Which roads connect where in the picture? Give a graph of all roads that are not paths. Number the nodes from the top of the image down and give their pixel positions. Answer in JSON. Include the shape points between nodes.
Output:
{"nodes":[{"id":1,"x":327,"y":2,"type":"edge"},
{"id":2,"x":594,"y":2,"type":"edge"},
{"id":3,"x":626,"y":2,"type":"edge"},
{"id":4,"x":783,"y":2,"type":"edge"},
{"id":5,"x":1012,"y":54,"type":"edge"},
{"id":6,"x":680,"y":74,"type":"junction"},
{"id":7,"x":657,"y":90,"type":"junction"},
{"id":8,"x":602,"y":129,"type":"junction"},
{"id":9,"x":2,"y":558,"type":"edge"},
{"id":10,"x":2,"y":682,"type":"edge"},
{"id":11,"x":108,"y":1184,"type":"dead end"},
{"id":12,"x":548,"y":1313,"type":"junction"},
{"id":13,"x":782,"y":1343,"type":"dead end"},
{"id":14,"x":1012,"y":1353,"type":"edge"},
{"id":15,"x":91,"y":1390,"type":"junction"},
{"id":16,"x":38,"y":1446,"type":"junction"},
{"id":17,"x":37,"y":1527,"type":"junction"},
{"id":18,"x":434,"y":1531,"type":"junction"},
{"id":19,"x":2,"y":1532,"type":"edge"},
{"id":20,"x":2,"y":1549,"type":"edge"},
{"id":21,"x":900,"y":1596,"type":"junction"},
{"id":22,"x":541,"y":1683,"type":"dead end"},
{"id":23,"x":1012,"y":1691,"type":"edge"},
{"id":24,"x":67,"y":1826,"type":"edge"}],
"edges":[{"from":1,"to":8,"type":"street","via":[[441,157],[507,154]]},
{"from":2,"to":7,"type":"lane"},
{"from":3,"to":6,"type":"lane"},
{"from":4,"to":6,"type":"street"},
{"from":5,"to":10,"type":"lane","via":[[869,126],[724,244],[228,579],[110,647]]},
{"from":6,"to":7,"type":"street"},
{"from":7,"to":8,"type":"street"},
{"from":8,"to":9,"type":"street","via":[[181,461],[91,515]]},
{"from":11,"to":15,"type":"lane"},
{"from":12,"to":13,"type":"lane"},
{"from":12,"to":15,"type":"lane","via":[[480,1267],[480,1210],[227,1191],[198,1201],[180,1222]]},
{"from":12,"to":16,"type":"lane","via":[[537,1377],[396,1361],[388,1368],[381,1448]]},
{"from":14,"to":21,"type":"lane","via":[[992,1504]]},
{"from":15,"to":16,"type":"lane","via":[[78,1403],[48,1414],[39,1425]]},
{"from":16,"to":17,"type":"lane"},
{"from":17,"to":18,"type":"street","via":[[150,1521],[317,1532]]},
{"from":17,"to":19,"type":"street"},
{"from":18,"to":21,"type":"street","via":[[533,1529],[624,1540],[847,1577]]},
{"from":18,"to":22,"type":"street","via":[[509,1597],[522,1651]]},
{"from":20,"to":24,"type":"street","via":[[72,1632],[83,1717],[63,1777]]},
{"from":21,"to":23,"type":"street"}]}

---

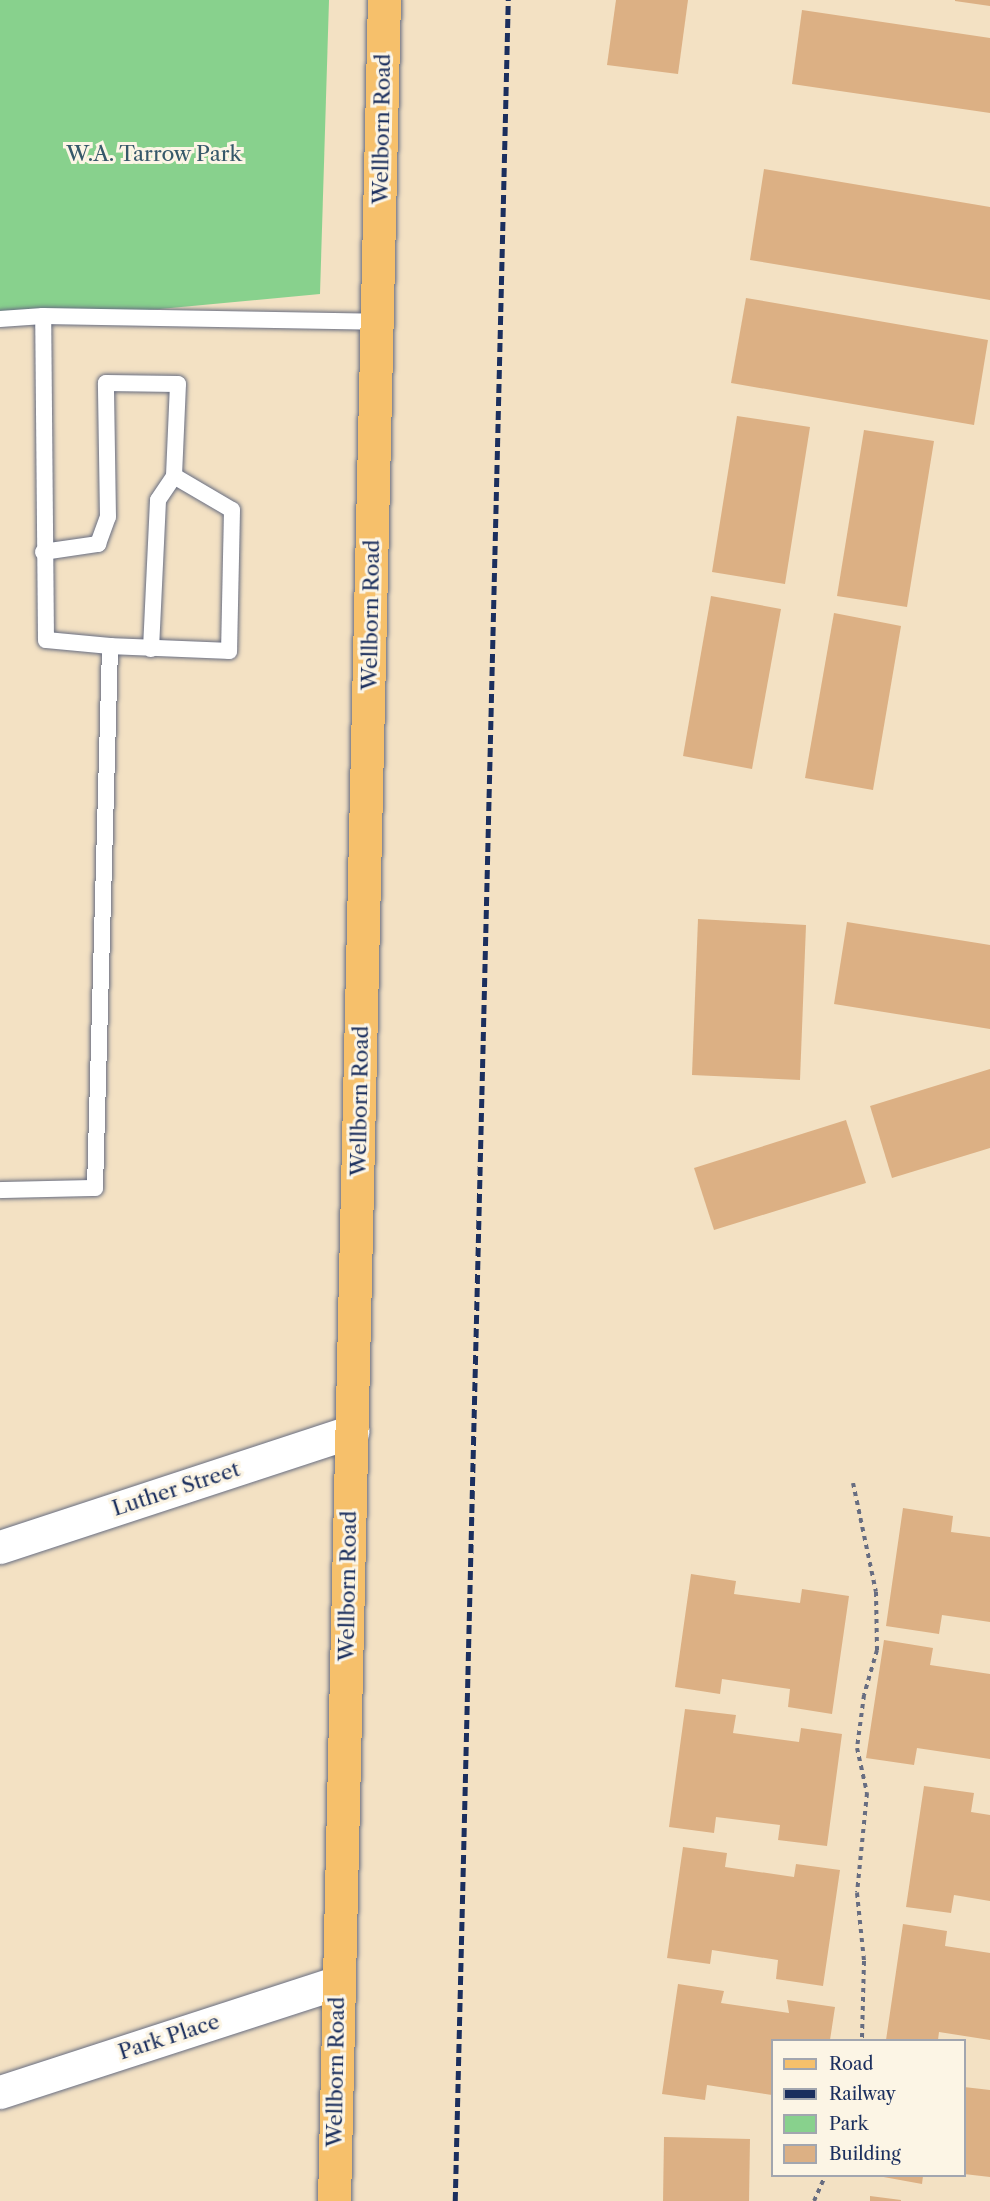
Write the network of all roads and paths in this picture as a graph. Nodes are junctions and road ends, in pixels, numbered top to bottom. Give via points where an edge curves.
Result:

TASK OBJECTIVE -> From the records given above, copy all lines containing "where".

REPLY ->
Which roads connect where in the picture? Give a graph of all roads that are not paths. Number the nodes from the top of the image down and give their pixel positions. Answer in JSON. Include the shape points between nodes.
Write the network of all roads and paths in this picture as a graph. Nodes are junctions and road ends, in pixels, numbered top to bottom. Give via points where an edge curves.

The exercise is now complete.